Translational profiling of stress-induced neuroplasticity in the CA3 pyramidal neurons of BDNF Val66Met mice.

Abstract

Genetic susceptibility and environmental factors (such as stress) can interact to affect the likelihood of developing a mood disorder. Stress-induced changes in the hippocampus have been implicated in mood disorders and mutations in several genes have now been associated with increased risk, such as brain-derived neurotrophic factor (BDNF). The hippocampus has important anatomical subdivisions, and pyramidal neurons of the vulnerable CA3 region show significant remodeling after chronic stress, but the mechanisms underlying their unique plasticity remain unknown. This study characterizes stress-induced changes in the in vivo translating mRNA of this cell population using a CA3-specific EGFP reporter fused to the L10a large ribosomal subunit (EGFPL10a). RNA-sequencing after isolation of polysome-bound mRNAs allows for cell-type specific, genome-wide characterization of translational changes after stress. The data demonstrated that acute and chronic stress produced unique translational profiles and that the stress history of the animal can alter future reactivity of CA3 neurons. CA3-specific EGFPL10a mice were then crossed to the stress-susceptible BDNF Val66Met mouse line to characterize how a known genetic susceptibility alters both baseline translational profiles and the reactivity of CA3 neurons to stress.

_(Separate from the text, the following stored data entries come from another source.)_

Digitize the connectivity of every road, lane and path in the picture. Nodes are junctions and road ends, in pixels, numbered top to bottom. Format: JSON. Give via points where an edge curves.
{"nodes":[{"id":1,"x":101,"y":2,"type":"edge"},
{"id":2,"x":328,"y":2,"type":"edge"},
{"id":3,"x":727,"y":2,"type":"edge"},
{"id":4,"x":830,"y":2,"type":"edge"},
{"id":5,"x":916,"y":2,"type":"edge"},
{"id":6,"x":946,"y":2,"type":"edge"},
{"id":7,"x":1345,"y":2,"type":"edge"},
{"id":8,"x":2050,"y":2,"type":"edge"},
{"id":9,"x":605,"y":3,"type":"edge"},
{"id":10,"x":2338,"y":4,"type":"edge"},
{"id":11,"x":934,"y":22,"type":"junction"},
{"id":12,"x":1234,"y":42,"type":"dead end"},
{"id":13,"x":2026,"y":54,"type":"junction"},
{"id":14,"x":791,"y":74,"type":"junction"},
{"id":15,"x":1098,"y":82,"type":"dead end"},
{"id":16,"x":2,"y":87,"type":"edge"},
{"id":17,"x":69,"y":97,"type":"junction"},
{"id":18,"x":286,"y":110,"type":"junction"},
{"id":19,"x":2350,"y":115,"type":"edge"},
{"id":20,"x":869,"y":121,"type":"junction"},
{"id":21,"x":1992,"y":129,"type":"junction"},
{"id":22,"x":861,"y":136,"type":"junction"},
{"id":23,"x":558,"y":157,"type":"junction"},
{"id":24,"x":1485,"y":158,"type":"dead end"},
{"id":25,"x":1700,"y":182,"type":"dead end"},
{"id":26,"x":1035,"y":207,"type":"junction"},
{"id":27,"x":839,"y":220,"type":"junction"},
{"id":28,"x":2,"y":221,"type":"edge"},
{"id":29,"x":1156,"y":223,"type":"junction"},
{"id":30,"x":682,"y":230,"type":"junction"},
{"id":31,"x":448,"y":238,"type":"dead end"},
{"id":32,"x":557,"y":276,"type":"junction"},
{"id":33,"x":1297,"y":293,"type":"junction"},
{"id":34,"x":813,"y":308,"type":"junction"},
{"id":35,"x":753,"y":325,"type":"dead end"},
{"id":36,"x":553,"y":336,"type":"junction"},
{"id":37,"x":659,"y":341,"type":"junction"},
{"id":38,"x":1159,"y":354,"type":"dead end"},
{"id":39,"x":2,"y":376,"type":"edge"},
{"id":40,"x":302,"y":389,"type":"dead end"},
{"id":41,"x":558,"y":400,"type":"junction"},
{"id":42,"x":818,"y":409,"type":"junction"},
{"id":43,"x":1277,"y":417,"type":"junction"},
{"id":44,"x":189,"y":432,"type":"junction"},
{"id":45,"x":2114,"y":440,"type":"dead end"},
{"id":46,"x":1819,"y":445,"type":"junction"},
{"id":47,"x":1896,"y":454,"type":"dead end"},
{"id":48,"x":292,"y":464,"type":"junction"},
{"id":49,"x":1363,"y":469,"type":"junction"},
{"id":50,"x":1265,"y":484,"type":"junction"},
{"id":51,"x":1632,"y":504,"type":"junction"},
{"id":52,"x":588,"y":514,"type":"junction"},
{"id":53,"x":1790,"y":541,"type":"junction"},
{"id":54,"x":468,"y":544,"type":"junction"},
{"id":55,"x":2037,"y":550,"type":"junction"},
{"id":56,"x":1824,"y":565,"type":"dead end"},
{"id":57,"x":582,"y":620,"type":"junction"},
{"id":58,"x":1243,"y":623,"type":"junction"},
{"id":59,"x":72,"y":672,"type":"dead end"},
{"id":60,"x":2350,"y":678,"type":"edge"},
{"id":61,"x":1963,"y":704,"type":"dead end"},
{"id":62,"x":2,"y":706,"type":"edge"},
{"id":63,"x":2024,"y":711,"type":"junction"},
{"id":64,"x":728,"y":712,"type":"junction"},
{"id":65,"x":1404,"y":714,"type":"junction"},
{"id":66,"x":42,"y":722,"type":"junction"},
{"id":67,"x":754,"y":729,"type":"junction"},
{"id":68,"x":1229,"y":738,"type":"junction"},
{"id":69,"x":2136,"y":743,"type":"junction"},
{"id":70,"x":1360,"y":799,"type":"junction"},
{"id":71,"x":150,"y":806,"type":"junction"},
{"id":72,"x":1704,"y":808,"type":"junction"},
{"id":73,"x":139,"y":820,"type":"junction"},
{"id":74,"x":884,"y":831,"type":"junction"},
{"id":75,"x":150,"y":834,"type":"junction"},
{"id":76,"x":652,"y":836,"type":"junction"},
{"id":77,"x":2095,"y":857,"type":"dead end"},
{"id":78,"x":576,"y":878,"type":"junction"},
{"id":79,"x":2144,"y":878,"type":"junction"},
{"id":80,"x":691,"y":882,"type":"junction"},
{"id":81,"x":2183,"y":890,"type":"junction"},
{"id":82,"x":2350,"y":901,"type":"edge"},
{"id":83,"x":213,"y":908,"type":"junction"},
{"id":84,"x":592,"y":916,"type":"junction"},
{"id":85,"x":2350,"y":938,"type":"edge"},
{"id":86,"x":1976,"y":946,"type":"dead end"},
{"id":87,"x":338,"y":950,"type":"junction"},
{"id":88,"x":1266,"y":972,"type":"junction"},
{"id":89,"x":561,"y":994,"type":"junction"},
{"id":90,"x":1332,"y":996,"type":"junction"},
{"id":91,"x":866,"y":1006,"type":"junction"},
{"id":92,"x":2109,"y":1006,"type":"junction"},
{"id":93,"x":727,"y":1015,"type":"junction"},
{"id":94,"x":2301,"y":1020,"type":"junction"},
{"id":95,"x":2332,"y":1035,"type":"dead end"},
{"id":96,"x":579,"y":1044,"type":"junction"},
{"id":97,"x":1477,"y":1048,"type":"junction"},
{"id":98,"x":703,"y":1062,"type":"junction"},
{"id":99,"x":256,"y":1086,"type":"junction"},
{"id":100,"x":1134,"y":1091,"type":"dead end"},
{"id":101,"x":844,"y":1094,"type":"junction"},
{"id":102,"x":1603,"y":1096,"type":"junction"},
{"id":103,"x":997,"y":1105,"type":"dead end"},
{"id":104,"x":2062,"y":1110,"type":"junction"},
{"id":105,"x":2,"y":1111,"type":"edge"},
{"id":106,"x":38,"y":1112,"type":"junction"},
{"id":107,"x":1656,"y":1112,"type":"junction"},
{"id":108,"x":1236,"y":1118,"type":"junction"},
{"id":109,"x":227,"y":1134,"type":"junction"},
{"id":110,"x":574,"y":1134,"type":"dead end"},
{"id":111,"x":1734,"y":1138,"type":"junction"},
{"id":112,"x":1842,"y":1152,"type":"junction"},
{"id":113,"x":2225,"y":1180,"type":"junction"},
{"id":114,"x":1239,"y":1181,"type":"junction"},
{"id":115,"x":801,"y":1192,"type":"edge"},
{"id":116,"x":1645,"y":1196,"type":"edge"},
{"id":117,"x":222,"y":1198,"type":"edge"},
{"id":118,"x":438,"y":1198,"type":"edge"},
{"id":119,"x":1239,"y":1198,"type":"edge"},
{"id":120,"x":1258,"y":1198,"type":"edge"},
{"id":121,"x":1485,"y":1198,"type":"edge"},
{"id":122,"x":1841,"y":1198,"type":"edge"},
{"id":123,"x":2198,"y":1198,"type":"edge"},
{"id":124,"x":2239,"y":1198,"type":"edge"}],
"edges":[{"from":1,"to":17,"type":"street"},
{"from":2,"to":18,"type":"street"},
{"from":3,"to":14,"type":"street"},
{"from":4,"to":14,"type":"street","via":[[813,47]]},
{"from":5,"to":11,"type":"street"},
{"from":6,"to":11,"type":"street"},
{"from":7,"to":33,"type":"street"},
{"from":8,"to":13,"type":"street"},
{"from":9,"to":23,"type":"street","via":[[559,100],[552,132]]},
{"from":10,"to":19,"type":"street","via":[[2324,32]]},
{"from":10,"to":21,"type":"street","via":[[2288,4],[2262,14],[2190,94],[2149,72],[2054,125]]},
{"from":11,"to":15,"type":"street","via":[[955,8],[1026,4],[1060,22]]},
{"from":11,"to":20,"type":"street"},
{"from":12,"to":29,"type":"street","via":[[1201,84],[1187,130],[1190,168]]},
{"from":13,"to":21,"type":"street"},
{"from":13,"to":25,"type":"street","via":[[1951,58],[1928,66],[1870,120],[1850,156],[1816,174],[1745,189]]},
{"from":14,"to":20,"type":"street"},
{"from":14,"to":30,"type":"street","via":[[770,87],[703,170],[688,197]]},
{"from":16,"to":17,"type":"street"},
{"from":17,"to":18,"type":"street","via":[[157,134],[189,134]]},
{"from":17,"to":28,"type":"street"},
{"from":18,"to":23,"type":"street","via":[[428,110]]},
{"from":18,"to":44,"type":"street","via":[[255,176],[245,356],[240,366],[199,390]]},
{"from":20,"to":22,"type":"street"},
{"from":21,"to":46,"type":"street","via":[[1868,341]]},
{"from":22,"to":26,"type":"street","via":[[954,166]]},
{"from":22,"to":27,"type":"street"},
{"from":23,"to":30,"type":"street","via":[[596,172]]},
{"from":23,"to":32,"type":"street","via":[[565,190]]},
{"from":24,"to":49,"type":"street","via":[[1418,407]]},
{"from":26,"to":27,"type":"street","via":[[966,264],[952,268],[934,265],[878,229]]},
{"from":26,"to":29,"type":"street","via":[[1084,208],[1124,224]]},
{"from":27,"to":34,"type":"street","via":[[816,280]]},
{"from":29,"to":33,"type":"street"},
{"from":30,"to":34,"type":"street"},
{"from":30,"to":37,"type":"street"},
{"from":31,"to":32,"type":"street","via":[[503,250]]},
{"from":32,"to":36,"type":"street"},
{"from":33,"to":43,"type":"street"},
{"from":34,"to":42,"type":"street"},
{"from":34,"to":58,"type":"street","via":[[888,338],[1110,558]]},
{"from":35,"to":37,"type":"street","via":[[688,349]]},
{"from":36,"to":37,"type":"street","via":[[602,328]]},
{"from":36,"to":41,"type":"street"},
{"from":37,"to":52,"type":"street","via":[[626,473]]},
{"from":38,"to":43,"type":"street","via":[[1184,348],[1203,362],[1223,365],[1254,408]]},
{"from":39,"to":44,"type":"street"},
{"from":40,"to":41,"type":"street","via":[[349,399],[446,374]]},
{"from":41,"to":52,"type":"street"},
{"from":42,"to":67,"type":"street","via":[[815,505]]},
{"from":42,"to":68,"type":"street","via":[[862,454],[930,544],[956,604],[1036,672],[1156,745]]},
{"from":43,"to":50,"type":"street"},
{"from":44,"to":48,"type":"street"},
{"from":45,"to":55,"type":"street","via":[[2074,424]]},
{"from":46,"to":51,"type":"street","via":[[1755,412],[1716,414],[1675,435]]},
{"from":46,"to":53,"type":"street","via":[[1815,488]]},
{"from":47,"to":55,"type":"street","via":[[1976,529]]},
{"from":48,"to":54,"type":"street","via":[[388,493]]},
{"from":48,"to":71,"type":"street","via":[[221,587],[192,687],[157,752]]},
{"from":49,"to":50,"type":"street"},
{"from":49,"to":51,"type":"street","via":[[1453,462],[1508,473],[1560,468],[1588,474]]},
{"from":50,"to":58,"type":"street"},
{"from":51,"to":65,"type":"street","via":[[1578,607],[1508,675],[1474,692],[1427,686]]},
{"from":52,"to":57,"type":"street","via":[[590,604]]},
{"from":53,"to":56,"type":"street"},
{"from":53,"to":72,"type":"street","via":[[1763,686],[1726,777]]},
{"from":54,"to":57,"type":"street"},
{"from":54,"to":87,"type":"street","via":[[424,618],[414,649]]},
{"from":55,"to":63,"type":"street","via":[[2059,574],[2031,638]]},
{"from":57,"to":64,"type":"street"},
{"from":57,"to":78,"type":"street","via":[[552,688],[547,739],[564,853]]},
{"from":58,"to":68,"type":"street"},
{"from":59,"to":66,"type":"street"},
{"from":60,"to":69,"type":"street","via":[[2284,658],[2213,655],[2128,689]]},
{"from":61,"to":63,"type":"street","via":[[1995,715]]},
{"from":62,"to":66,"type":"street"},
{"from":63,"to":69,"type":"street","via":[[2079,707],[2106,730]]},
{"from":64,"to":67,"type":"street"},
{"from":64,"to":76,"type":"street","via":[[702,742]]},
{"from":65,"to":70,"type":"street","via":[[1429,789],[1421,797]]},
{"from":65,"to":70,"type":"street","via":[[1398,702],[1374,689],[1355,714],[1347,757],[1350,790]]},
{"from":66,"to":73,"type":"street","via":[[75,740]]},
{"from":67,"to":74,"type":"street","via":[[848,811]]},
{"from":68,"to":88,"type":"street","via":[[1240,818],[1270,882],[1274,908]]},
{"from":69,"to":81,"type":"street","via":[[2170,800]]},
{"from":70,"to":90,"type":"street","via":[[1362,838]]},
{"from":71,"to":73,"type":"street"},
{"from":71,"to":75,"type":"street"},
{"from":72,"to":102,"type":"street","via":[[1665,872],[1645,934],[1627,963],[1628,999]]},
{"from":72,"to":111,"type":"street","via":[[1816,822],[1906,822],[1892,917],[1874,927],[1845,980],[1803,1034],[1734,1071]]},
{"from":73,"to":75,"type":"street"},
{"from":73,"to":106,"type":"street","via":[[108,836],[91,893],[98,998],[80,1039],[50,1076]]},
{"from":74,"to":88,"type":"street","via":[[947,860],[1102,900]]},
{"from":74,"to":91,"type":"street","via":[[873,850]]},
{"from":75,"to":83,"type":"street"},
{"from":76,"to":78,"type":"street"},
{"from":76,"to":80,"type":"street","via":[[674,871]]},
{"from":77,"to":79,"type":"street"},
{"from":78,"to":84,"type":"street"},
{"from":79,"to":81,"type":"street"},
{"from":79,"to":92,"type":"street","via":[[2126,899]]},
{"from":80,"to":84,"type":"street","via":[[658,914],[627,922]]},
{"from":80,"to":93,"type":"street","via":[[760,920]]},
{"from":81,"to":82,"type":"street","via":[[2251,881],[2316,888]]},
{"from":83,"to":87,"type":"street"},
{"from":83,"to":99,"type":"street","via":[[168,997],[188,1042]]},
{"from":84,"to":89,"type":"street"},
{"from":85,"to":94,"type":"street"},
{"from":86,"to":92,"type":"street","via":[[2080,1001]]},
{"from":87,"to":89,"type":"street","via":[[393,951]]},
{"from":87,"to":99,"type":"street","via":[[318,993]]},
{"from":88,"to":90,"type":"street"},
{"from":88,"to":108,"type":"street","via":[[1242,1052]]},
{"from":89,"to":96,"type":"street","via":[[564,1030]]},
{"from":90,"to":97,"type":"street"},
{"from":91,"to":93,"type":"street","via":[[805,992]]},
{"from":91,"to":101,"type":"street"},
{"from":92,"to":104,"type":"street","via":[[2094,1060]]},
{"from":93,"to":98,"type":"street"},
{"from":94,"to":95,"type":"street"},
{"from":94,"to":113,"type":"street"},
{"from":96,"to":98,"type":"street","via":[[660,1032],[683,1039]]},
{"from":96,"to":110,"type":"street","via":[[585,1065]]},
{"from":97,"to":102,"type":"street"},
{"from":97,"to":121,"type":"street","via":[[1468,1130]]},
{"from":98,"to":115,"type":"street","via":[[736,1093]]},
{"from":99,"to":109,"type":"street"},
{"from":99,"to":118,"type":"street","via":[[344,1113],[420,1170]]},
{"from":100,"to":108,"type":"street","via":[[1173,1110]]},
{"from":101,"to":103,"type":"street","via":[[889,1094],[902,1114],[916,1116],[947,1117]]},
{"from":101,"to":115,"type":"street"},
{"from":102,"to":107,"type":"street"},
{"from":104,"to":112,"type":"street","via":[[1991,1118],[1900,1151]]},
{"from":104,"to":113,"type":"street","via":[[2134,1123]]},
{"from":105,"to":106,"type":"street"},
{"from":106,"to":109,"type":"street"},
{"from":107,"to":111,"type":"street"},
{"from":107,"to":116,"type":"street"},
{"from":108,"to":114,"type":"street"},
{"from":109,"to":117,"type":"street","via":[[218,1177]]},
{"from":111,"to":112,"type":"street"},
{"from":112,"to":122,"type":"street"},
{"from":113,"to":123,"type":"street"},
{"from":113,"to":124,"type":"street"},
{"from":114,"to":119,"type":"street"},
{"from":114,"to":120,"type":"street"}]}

Not only did Met allele carriers exhibit distinct levels of baseline translation in genes implicated in ion channel function and cytoskeletal regulation, but also activated a stress response profile that was highly dissimilar from wild type mice. Closer examination of genes implicated in the mechanisms of neuroplasticity, such as the NMDA and AMPA subunits and the BDNF pathway, revealed how wild type mice were able to upregulate many of these genes in response to stress, but Met allele carriers failed to do so. These profiles provide a roadmap of stress-induced changes in a genetically homogenous population of hippocampal neurons and illustrate the profound effects of gene-environment interactions on the translational profile of these cells.